Can going to the bathroom be a wellness check? You bet. And when it comes to colorectal cancer, noting the shape and color of your stool can be life-saving. Minnesota woman Anna Dahlgren noticed blood in her stool just once, and it led to the discovery of Stage I colorectal cancer — the earliest and most treatable stage. 

“I knew that blood in stool isn’t normal,” Dahlgren said. “Cancer was the last thing on the list, especially since I didn’t have any family history, and because I was only 33 years old.”

Symptoms of colorectal cancer are numerous, and the most common symptom is none at all. That’s why on-time screening with an appropriate test, as advised by a doctor, is the best way to prevent or detect this disease early. 

But colorectal cancer may affect your restroom habits and the way your stool appears because it develops in the colon or rectum, which comprise the lower end of the digestive system. 

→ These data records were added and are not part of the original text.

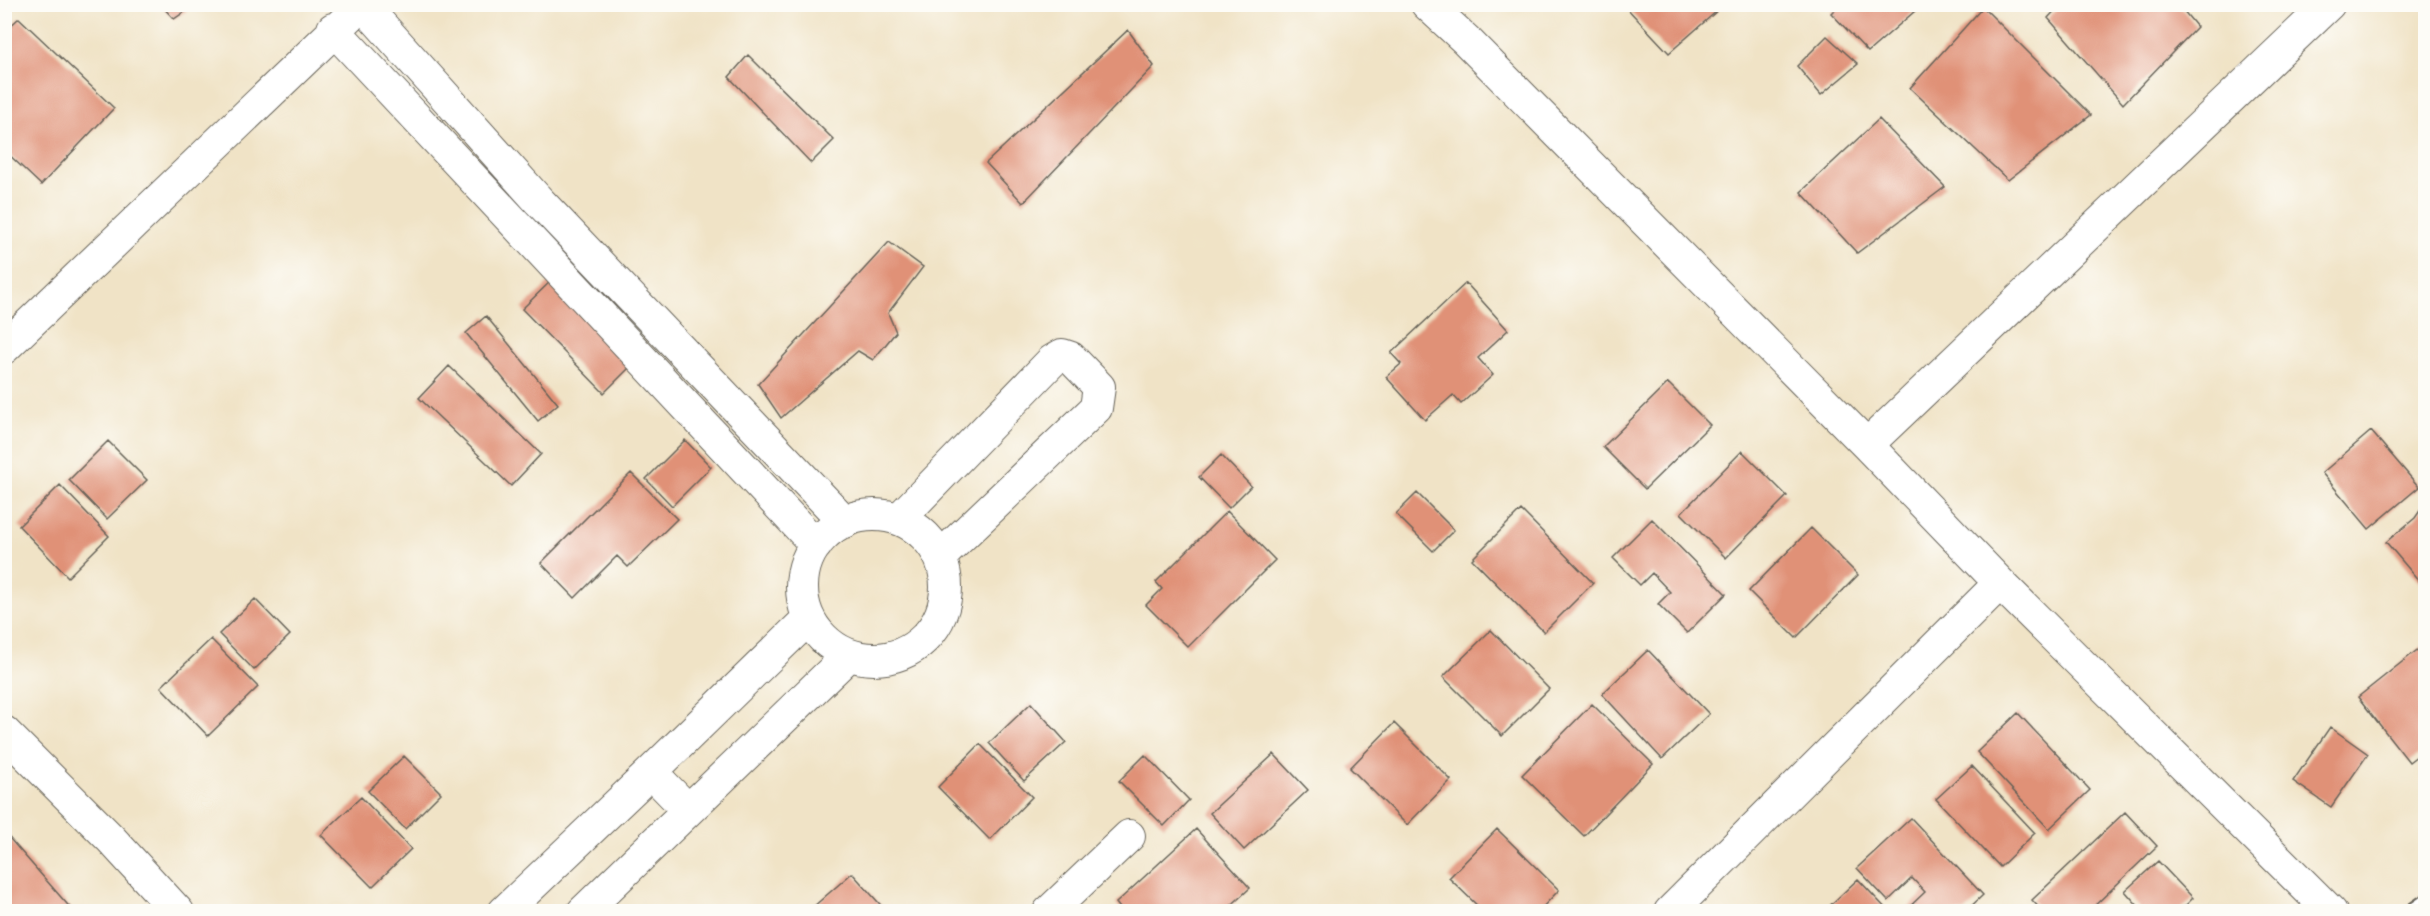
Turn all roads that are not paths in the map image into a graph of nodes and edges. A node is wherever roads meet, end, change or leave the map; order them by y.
1 (1427, 4) edge
2 (2329, 4) edge
3 (363, 5) edge
4 (333, 29) junction
5 (539, 201) junction
6 (514, 225) junction
7 (4, 348) edge
8 (1867, 445) junction
9 (779, 450) junction
10 (750, 476) junction
11 (899, 519) junction
12 (844, 522) junction
13 (816, 545) junction
14 (940, 557) junction
15 (2000, 583) junction
16 (809, 618) junction
17 (849, 655) junction
18 (4, 732) edge
19 (651, 772) junction
20 (688, 810) junction
21 (1129, 836) dead end
22 (2426, 903) edge
23 (178, 912) edge
24 (504, 912) edge
25 (583, 912) edge
26 (1049, 912) edge
27 (1670, 912) edge
28 (2331, 912) edge
29 (2413, 912) edge

1 - 8 street
2 - 8 street
3 - 4 street
3 - 5 street
4 - 6 street
4 - 7 street
5 - 6 street
5 - 9 street
6 - 10 street
8 - 15 street
9 - 10 street
9 - 12 street
10 - 13 street
11 - 12 street
11 - 14 street
11 - 14 street
12 - 13 street
13 - 16 street
14 - 17 street
15 - 27 street
15 - 28 street
16 - 17 street
16 - 19 street
17 - 20 street
18 - 23 street
19 - 20 street
19 - 24 street
20 - 25 street
21 - 26 street
22 - 29 lane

What does healthy stool look like?

Seven common stool shapes are described by the Bristol stool scale. The scale ranges from hard, nut-like shapes that indicate constipation, to a liquid consistency marking severe diarrhea. 

In the middle of the chart lie normal stools, shaped like sausages. Ideally, they are smooth or have surface cracks. Healthy stool should also be any shade of brown or, if you’ve eaten a lot of vegetables lately, a bit green. Any other color should be discussed with a doctor. 

When should I be concerned? 

Blood in stool is a leading symptom associated with colorectal cancer, the second deadliest cancer in the United States among men and women combined. Blood in stool shows up two ways:

If bleeding occurs early in your digestive tract, stool could appear tar-like or brick red. If bleeding occurs lower in the colon or rectum, the stool could appear red. Blood may also appear on the toilet bowl or tissue paper.

Many conditions besides cancer can cause bloody stool, from hemorrhoids to untreated bowel infections. All should be addressed immediately.

“Our study of colorectal cancer patients younger than 50 shows that many who had blood in their stool were first misdiagnosed with hemorrhoids,” said Dr. Laura Porter, Senior Medical Affairs Consultant at the Colorectal Cancer Alliance. “Blood in stool that isn’t rectified with treatment should be an alarm, and patients should seek second opinions. Delays give cancer time to spread.” 

Narrow stools, which may be shaped like a pencil, also provide warning. These happen because a tumor may be blocking easy passage of stool in the lower colon or rectum. A tumor can also cause constipation and diarrhea by causing a partial blockage (constipation) that is then forcefully cleared (diarrhea). 

“Sometimes it can take a painful bowel obstruction for someone to seek attention,” Dr. Porter said. “The problem with waiting for a crisis is that, by then, your tumor may be quite advanced, requiring aggressive treatments that may not work.” 

It’s worth it to plug your nose and take a look at your stool. Other symptoms of colorectal cancer include changing bowel habits, unexplained weight loss, abdominal pain or discomfort, fatigue, and excessive gas.